It's most inspiring when I learnt some of the most popular Chinese fables in my childhood. They are so vivid and humorous, full of imagination, yet so deep and logical in thinking. I used a mixed Chinese and western instrumental ensemble, including two bowing and one plucking instruments, plus a group of percussion, to express my impression on three stories in my musical language.
In the first movement The Fox Profited by the Tiger's Might, I used the erhu and the pipa to represent the flaunting fox who borrows the tiger's fierceness by walking in the latter's company, while the cello and the percussion in low register support the image of the tiger.
In the second movement Master Dong-guo and the Wolf, I used the cello and the erhu to represent the softhearted scholar Dong-guo, who narrowly escaped being eaten by a wolf which he had helped to hide from a hunter. The pipa sounds sometimes charming and sometimes aggressive, representing the cunning and the savage wolf.

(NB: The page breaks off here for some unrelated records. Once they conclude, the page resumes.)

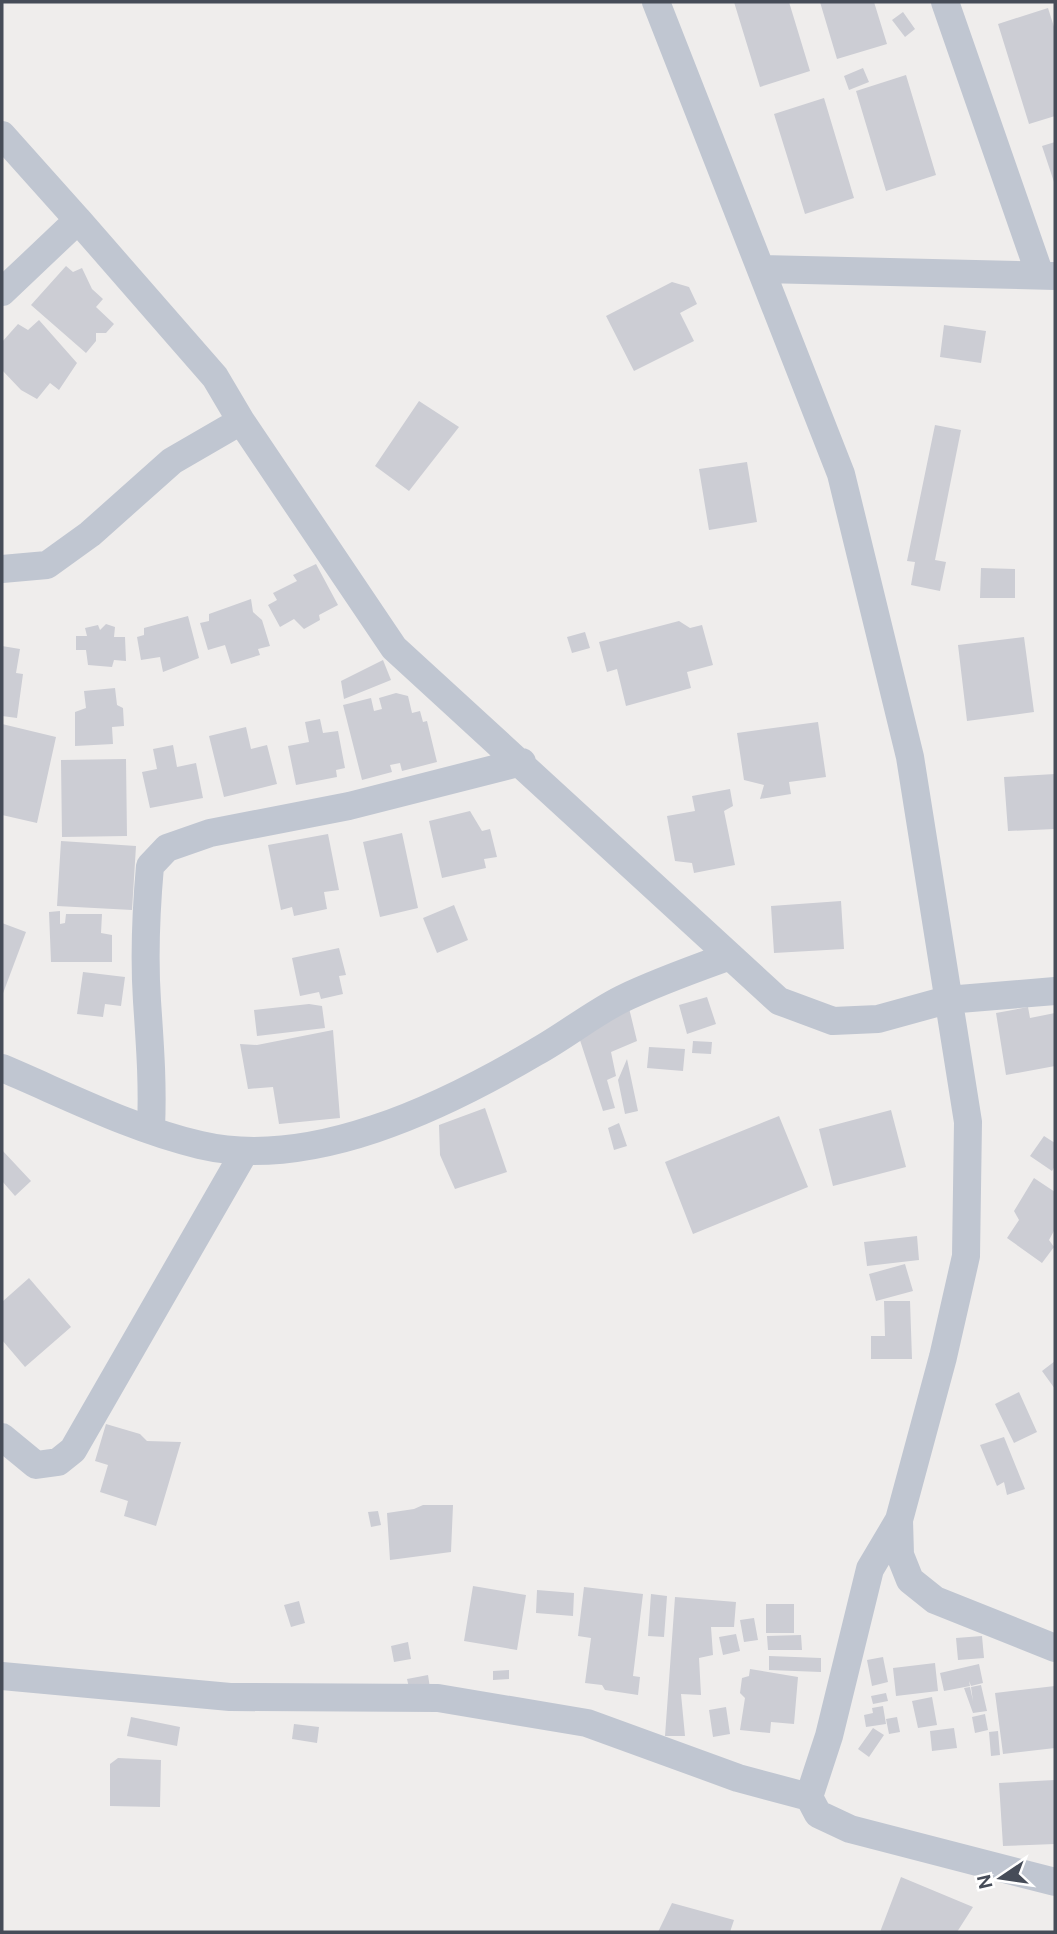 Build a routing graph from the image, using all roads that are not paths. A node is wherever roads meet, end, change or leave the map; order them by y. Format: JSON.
{"nodes":[{"id":1,"x":656,"y":2,"type":"edge"},
{"id":2,"x":946,"y":2,"type":"edge"},
{"id":3,"x":2,"y":135,"type":"edge"},
{"id":4,"x":78,"y":220,"type":"junction"},
{"id":5,"x":762,"y":269,"type":"junction"},
{"id":6,"x":1047,"y":275,"type":"edge"},
{"id":7,"x":2,"y":292,"type":"edge"},
{"id":8,"x":241,"y":421,"type":"junction"},
{"id":9,"x":2,"y":569,"type":"edge"},
{"id":10,"x":522,"y":762,"type":"junction"},
{"id":11,"x":730,"y":956,"type":"junction"},
{"id":12,"x":1055,"y":991,"type":"edge"},
{"id":13,"x":947,"y":1000,"type":"junction"},
{"id":14,"x":2,"y":1068,"type":"edge"},
{"id":15,"x":151,"y":1129,"type":"junction"},
{"id":16,"x":245,"y":1150,"type":"junction"},
{"id":17,"x":2,"y":1437,"type":"edge"},
{"id":18,"x":899,"y":1520,"type":"junction"},
{"id":19,"x":1055,"y":1647,"type":"edge"},
{"id":20,"x":2,"y":1676,"type":"edge"},
{"id":21,"x":809,"y":1797,"type":"junction"},
{"id":22,"x":1055,"y":1882,"type":"edge"}],
"edges":[{"from":1,"to":5,"type":"street"},
{"from":2,"to":6,"type":"street"},
{"from":3,"to":4,"type":"street"},
{"from":4,"to":7,"type":"street"},
{"from":4,"to":8,"type":"street"},
{"from":5,"to":6,"type":"street"},
{"from":5,"to":13,"type":"street"},
{"from":8,"to":9,"type":"street"},
{"from":8,"to":10,"type":"street"},
{"from":10,"to":11,"type":"street"},
{"from":10,"to":15,"type":"street"},
{"from":11,"to":13,"type":"street"},
{"from":11,"to":16,"type":"street"},
{"from":12,"to":13,"type":"street"},
{"from":13,"to":18,"type":"street"},
{"from":14,"to":15,"type":"street"},
{"from":15,"to":16,"type":"street"},
{"from":16,"to":17,"type":"street"},
{"from":18,"to":19,"type":"street"},
{"from":18,"to":21,"type":"street"},
{"from":20,"to":21,"type":"street"},
{"from":21,"to":22,"type":"street"}]} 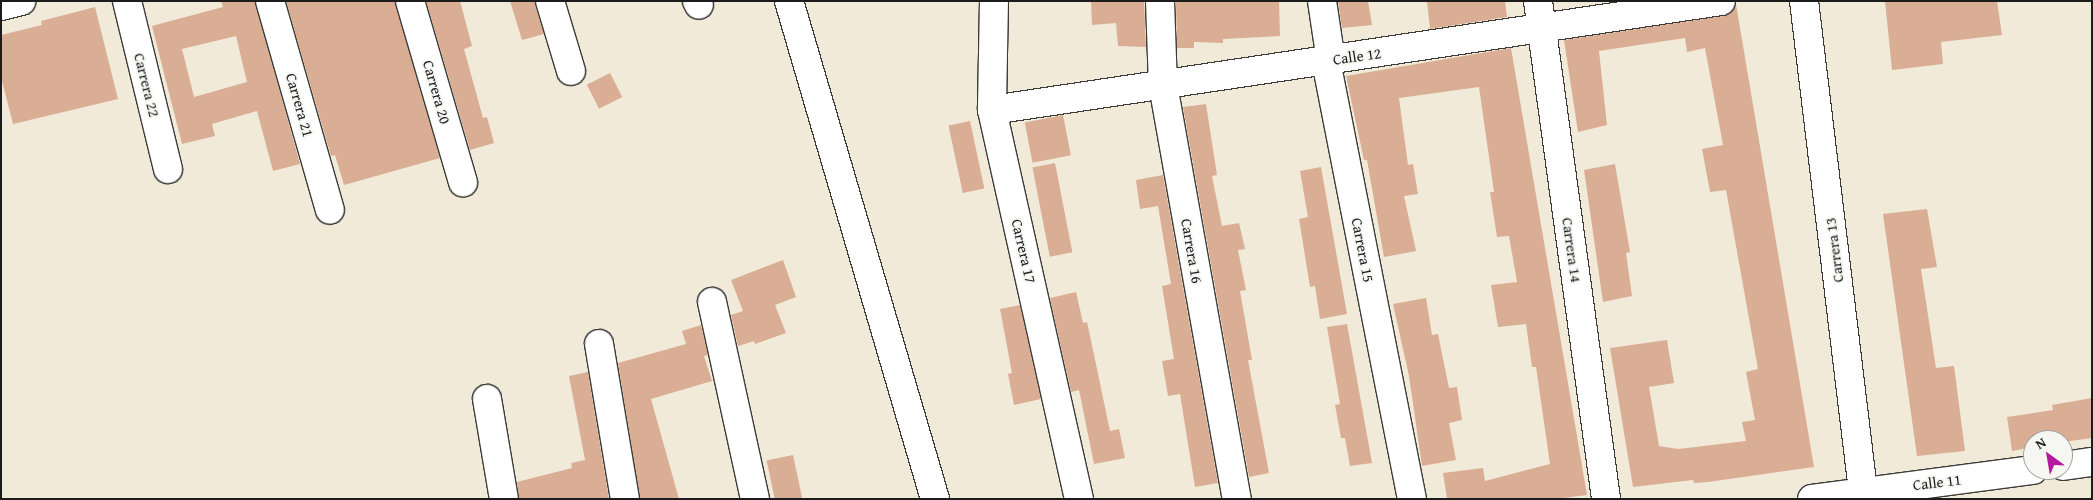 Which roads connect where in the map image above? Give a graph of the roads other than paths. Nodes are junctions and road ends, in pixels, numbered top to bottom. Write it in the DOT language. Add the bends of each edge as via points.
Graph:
graph roads {
  1 [pos="21,1"];
  2 [pos="127,1"];
  3 [pos="270,1"];
  4 [pos="410,1"];
  5 [pos="550,1"];
  6 [pos="789,1"];
  7 [pos="994,1"];
  8 [pos="1160,1"];
  9 [pos="1322,1"];
  10 [pos="1538,1"];
  11 [pos="1721,1"];
  12 [pos="1804,1"];
  13 [pos="1,6"];
  14 [pos="1542,28"];
  15 [pos="1326,60"];
  16 [pos="571,71"];
  17 [pos="1163,85"];
  18 [pos="992,110"];
  19 [pos="168,169"];
  20 [pos="464,182"];
  21 [pos="330,210"];
  22 [pos="712,302"];
  23 [pos="599,344"];
  24 [pos="487,399"];
  25 [pos="2092,462"];
  26 [pos="2073,465"];
  27 [pos="2023,471"];
  28 [pos="1863,495"];
  29 [pos="504,499"];
  30 [pos="626,499"];
  31 [pos="755,499"];
  32 [pos="935,499"];
  33 [pos="1079,499"];
  34 [pos="1236,499"];
  35 [pos="1412,499"];
  36 [pos="1606,499"];
  37 [pos="1812,499"];
  1 -- 13 [label="street"];
  2 -- 19 [label="street, Carrera 22"];
  3 -- 21 [label="street, Carrera 21"];
  4 -- 20 [label="street, Carrera 20"];
  5 -- 16 [label="street"];
  6 -- 32 [label="street"];
  7 -- 18 [label="street, Carrera 17"];
  8 -- 17 [label="street, Carrera 16"];
  9 -- 15 [label="street, Carrera 15" via="1329,48"];
  10 -- 14 [label="street, Carrera 14"];
  11 -- 14 [label="street, Calle 12"];
  12 -- 28 [label="street, Carrera 13"];
  14 -- 15 [label="street, Calle 12"];
  14 -- 36 [label="street, Carrera 14"];
  15 -- 17 [label="street, Calle 12"];
  15 -- 35 [label="street, Carrera 15"];
  17 -- 18 [label="street, Calle 12"];
  17 -- 34 [label="street, Carrera 16"];
  18 -- 33 [label="street, Carrera 17"];
  22 -- 31 [label="street"];
  23 -- 30 [label="street"];
  24 -- 29 [label="street"];
  25 -- 26 [label="street"];
  27 -- 28 [label="street, Calle 11"];
  28 -- 37 [label="street, Calle 11"];
} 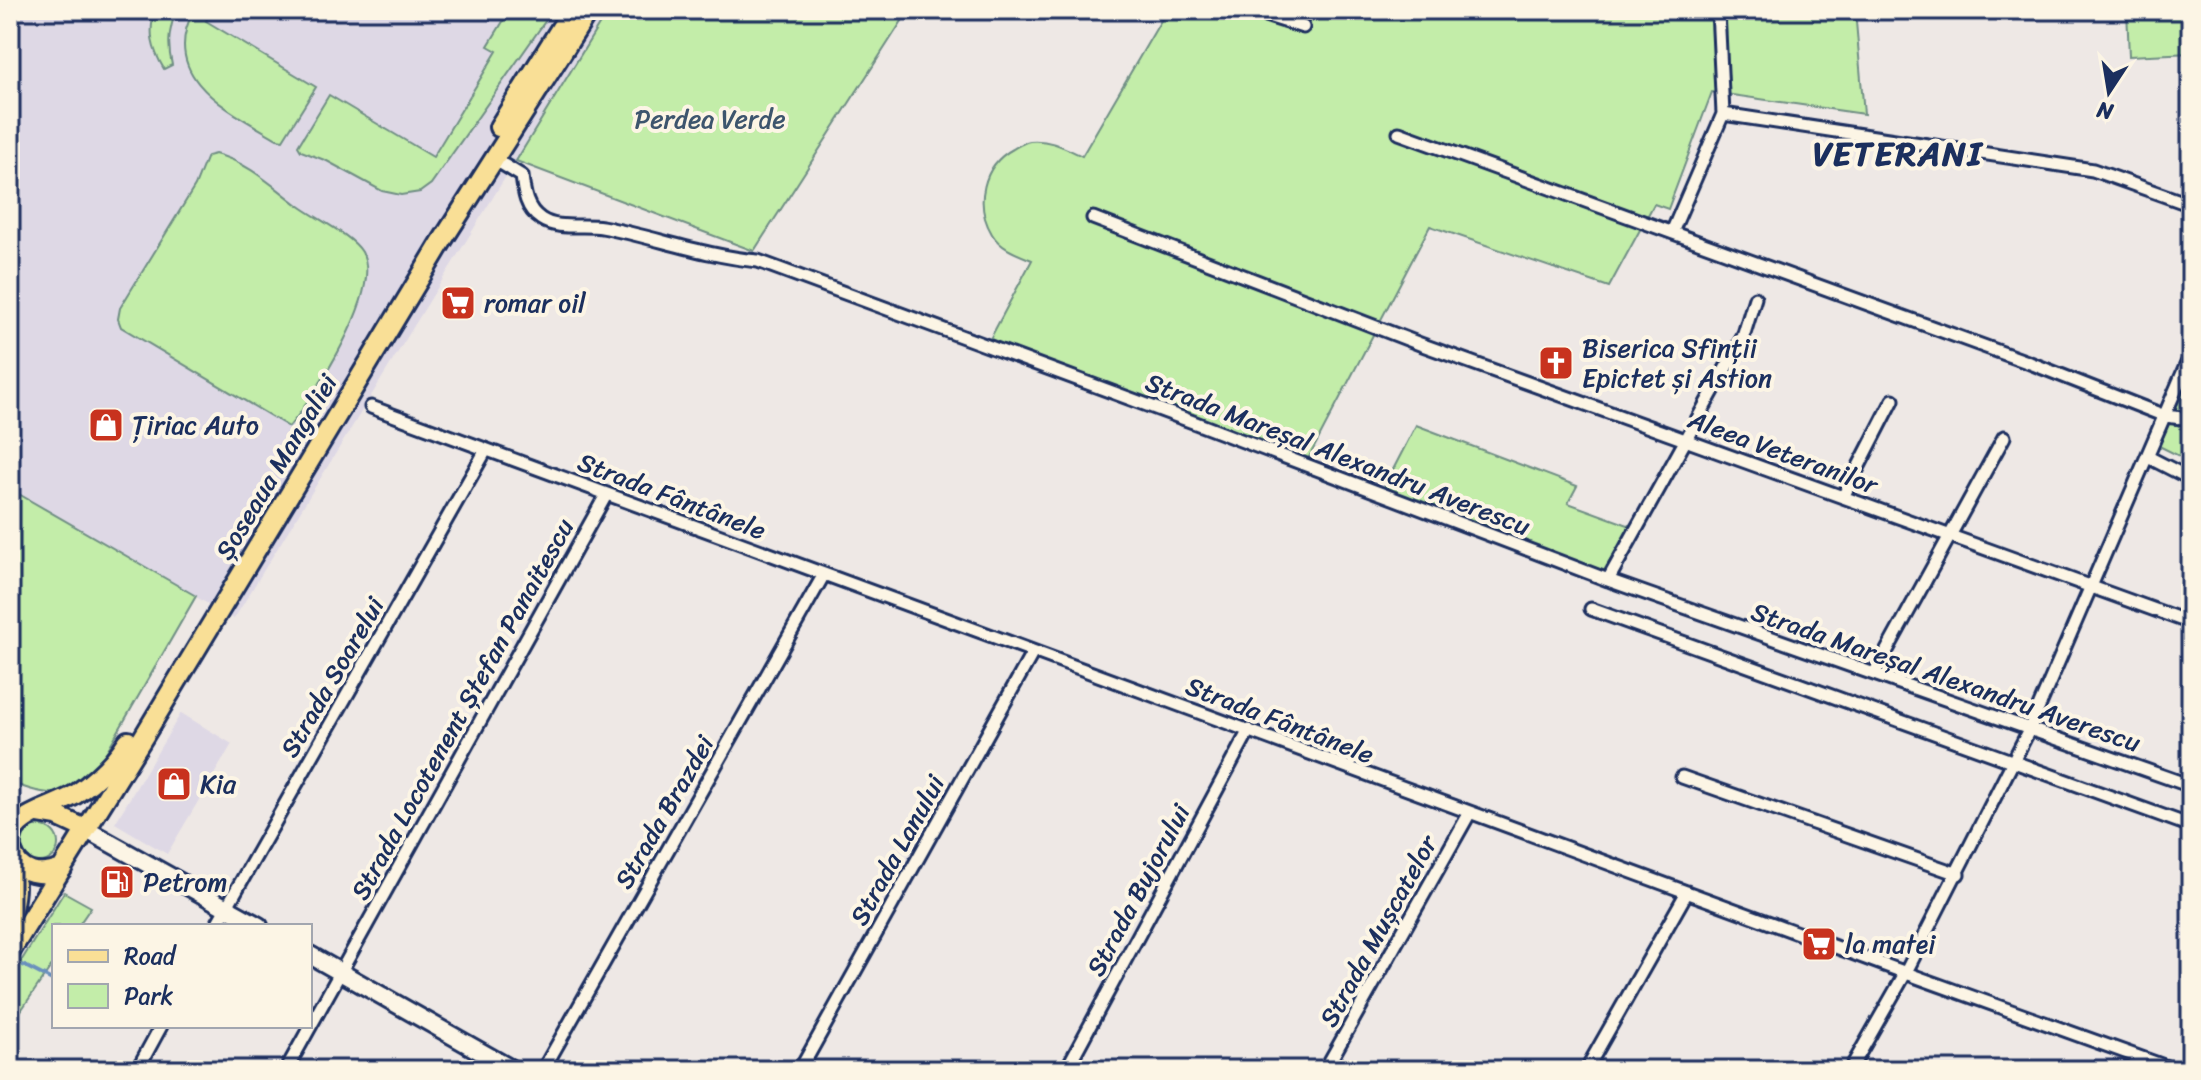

In the third movement The Snipe and the Clam, I featured the percussion's high register in the texture made by all other instruments, to imagine the grapple scene between the snipe and the clam.
“If it doesn't rain today or tomorrow,” said the snipe, “there will be a dead clam lying here."
"If I don't set you free today or tomorrow," retorted the clam, “there will be a dead snipe here too.”
As neither would give way, a fisherman came and caught them both...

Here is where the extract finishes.